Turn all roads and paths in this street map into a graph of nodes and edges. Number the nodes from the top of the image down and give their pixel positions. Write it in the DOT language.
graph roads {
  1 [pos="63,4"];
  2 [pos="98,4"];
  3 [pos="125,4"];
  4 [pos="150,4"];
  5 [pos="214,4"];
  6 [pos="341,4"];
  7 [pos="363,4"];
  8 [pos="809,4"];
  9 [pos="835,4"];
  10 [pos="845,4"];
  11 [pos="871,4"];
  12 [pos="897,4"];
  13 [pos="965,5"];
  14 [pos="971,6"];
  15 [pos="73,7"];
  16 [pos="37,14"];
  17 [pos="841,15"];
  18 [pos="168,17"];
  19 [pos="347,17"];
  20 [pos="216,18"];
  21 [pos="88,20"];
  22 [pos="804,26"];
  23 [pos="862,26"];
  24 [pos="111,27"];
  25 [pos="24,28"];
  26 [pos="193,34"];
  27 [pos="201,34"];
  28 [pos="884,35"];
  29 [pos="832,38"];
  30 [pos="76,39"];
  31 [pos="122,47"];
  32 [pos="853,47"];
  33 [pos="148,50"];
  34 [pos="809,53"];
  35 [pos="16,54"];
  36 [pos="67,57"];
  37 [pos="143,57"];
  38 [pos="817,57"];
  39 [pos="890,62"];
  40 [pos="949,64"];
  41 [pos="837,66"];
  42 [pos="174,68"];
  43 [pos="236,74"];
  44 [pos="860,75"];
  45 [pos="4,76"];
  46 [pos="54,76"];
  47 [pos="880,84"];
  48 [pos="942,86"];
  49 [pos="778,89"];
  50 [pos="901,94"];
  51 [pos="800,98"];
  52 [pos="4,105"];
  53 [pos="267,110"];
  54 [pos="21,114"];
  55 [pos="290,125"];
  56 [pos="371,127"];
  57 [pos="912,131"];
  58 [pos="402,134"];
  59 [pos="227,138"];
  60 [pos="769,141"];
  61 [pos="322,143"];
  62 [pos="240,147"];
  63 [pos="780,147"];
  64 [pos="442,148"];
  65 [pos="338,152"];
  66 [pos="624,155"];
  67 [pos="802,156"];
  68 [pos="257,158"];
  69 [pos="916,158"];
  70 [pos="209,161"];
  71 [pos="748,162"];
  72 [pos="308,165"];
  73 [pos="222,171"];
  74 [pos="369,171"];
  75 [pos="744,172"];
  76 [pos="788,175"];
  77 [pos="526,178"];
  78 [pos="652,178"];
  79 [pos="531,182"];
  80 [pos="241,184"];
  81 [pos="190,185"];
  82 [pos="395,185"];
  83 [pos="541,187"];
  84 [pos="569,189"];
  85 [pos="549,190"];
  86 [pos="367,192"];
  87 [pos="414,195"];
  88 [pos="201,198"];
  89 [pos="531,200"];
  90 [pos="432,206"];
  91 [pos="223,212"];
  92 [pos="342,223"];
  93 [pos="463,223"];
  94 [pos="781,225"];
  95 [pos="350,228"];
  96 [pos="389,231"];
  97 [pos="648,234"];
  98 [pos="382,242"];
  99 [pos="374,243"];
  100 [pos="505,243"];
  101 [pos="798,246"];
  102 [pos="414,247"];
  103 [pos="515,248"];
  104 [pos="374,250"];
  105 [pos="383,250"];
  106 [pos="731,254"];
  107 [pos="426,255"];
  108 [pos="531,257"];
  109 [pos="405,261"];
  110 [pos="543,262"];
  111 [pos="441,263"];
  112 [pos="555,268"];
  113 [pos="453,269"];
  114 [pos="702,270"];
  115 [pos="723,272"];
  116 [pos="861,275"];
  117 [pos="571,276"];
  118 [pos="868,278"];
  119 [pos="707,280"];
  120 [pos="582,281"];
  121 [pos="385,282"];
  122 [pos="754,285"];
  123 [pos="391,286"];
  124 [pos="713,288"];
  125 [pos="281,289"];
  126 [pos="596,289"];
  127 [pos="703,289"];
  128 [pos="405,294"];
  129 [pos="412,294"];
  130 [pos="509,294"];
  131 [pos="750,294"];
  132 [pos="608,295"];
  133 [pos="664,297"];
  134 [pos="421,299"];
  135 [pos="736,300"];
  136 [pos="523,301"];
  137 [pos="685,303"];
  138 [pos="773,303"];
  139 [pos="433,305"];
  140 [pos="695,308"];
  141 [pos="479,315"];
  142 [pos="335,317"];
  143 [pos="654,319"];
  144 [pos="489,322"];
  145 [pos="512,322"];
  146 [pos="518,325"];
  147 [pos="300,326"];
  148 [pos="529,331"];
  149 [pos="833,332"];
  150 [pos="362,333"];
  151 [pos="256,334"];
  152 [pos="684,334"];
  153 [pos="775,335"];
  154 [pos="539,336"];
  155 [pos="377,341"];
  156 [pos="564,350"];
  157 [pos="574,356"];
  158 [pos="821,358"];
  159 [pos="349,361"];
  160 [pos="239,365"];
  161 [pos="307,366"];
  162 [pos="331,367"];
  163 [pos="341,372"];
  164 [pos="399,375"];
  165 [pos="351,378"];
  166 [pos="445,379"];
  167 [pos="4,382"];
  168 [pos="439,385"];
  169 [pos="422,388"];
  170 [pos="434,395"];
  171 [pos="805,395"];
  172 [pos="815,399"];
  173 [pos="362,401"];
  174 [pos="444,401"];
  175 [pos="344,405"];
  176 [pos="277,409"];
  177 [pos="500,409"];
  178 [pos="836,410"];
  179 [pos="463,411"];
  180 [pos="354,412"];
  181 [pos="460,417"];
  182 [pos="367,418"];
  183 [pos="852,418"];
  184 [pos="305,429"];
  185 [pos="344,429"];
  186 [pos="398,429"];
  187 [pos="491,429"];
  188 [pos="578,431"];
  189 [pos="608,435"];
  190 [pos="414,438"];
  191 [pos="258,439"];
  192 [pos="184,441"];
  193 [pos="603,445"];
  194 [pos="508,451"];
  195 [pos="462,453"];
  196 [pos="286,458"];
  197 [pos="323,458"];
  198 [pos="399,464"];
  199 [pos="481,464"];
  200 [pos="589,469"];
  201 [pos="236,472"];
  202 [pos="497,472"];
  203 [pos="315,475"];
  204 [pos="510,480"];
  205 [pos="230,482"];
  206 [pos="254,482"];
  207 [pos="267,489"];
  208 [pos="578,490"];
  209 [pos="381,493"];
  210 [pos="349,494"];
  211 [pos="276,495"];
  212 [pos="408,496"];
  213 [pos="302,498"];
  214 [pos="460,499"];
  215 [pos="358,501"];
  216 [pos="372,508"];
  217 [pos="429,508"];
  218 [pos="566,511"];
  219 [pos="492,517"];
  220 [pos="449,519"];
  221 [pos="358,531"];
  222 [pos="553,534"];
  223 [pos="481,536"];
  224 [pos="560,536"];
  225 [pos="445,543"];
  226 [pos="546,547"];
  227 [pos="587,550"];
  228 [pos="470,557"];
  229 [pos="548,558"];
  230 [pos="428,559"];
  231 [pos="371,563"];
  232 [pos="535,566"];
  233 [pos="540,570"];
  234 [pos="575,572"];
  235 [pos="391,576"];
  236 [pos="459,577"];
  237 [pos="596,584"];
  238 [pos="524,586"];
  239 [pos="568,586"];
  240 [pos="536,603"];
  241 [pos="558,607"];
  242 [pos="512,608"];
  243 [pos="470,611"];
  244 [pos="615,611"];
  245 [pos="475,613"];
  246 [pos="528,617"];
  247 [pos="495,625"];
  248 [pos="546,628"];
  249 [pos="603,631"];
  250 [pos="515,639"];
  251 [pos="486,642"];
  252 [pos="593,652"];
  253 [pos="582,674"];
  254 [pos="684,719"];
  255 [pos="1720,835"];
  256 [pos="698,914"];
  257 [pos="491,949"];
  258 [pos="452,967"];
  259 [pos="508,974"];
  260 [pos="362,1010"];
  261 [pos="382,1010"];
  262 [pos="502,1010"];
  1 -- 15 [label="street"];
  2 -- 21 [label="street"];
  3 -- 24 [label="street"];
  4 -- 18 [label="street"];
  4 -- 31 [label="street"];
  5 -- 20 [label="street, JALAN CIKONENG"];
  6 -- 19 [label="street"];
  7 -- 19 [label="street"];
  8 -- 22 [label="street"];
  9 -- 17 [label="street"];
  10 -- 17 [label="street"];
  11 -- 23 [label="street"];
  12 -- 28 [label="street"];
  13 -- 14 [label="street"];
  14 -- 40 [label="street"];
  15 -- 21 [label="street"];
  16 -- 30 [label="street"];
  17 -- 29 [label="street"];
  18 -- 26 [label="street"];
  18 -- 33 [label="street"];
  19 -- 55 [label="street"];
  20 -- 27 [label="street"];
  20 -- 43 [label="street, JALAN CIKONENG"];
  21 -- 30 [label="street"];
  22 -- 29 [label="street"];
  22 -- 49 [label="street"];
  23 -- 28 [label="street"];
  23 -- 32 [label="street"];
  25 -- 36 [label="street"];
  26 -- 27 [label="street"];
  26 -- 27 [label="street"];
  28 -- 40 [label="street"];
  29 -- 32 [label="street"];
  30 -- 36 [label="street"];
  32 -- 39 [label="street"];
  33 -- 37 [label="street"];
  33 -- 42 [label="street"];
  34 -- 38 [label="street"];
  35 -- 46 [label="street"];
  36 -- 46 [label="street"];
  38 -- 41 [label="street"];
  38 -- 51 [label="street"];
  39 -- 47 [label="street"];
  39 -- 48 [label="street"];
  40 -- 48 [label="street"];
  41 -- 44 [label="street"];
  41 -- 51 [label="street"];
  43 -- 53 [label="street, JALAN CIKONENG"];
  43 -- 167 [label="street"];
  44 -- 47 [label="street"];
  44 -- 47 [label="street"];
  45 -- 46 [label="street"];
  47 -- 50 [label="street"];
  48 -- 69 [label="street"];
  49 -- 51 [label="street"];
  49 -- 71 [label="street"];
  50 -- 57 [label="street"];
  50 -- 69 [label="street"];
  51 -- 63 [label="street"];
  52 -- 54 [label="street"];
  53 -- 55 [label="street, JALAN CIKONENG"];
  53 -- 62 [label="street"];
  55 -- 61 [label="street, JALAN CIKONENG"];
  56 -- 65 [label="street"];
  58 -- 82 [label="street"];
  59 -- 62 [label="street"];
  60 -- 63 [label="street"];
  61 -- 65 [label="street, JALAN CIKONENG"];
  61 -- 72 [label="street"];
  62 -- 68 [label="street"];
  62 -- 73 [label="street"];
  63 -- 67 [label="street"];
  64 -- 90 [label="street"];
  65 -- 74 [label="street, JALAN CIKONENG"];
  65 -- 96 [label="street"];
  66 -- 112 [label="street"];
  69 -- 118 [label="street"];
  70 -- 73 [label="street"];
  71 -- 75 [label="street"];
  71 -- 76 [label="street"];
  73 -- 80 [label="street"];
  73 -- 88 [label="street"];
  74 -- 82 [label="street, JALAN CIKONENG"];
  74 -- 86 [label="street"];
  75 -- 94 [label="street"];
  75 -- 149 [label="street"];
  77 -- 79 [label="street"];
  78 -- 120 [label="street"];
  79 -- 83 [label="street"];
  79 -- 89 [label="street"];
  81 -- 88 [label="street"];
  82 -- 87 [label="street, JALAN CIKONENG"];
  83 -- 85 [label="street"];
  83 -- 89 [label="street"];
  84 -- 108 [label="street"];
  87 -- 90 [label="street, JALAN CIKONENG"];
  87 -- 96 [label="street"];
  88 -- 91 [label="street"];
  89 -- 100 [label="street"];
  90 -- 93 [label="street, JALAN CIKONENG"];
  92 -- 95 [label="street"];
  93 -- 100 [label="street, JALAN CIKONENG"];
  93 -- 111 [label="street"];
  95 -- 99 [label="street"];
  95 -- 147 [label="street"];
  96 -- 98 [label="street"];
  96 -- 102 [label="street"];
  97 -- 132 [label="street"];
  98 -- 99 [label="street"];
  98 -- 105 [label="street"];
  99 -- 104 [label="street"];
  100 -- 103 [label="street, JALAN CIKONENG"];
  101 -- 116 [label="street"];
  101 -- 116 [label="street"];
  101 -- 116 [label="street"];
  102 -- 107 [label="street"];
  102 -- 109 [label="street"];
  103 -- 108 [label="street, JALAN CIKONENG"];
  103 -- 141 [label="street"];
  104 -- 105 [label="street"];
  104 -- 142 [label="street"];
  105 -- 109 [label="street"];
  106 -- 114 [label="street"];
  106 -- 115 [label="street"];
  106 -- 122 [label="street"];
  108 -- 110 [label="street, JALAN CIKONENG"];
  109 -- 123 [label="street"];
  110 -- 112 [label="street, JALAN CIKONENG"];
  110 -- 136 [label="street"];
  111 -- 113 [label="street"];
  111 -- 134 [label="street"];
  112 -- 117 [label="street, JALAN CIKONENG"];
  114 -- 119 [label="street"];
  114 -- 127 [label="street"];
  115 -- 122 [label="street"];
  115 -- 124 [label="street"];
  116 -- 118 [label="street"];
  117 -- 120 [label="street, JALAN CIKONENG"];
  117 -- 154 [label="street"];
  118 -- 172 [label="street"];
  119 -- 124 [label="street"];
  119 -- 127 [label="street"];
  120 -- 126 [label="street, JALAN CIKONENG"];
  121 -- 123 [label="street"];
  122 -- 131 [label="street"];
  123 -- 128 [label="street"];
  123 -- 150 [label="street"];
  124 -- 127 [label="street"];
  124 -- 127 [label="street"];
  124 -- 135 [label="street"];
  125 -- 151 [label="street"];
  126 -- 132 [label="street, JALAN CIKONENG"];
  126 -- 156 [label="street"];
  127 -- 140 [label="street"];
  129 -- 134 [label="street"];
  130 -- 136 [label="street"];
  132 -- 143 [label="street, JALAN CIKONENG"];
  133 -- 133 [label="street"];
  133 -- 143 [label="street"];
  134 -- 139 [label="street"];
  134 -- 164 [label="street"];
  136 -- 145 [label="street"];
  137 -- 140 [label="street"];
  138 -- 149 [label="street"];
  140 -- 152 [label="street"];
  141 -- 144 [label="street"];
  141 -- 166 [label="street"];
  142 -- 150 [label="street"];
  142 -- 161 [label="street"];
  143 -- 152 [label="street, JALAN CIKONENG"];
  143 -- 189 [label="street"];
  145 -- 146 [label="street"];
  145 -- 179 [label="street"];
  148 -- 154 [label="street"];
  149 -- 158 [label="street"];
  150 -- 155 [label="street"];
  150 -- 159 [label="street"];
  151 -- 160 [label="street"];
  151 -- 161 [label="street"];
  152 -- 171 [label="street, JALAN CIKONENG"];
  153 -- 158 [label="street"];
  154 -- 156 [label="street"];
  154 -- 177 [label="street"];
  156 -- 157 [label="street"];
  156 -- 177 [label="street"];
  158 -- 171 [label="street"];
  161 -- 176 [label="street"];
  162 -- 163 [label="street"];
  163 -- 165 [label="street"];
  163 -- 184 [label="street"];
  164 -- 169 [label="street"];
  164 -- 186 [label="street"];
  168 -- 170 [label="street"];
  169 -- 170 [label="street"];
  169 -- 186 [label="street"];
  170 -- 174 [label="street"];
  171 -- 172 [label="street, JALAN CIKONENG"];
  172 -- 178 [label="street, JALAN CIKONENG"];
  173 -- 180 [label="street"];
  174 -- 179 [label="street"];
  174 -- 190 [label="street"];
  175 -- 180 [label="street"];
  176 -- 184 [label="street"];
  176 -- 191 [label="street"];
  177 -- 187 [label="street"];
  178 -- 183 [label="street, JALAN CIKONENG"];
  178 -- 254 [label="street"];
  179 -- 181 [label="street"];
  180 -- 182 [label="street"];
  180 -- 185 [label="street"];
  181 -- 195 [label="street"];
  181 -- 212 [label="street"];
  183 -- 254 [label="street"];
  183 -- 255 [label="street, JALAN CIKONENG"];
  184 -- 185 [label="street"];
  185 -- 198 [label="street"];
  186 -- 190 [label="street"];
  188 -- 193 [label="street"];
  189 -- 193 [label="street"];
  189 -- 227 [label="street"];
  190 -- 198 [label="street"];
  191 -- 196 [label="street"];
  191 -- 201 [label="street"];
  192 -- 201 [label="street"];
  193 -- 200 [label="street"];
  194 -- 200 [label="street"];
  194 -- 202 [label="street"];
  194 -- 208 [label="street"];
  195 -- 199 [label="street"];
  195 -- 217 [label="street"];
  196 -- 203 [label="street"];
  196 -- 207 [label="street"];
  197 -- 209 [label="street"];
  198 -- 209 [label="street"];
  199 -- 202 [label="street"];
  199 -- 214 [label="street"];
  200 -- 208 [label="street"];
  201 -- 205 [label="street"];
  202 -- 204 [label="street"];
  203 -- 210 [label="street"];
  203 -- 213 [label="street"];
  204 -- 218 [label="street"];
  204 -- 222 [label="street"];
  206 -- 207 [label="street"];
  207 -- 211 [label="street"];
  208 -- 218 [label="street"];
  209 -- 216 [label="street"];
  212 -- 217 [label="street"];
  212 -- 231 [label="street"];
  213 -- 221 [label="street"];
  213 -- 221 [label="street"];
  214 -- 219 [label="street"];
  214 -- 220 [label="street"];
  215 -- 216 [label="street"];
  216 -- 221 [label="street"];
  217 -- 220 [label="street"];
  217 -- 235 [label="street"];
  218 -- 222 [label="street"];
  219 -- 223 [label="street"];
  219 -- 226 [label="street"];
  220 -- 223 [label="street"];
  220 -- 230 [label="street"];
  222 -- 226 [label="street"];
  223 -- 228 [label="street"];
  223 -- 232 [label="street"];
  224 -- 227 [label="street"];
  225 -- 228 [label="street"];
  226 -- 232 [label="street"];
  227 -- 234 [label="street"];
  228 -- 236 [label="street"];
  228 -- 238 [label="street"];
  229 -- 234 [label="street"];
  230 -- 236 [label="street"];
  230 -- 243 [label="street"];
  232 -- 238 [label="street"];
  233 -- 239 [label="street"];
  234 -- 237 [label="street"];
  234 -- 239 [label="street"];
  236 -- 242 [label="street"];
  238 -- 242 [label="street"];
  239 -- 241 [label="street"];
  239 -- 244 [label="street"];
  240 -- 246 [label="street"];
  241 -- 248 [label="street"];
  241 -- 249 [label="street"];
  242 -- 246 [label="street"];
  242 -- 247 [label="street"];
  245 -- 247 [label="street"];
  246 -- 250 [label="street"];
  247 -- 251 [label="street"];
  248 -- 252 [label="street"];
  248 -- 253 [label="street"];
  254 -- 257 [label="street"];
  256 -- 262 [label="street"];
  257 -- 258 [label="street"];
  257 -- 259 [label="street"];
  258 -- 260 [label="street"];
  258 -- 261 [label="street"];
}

+++++

AIM OF THE EXERCISE → Scan the material above. Return every line containing the string "roads".

FINAL ANSWER →
Turn all roads and paths in this street map into a graph of nodes and edges. Number the nodes from the top of the image down and give their pixel positions. Write it in the DOT language.
graph roads {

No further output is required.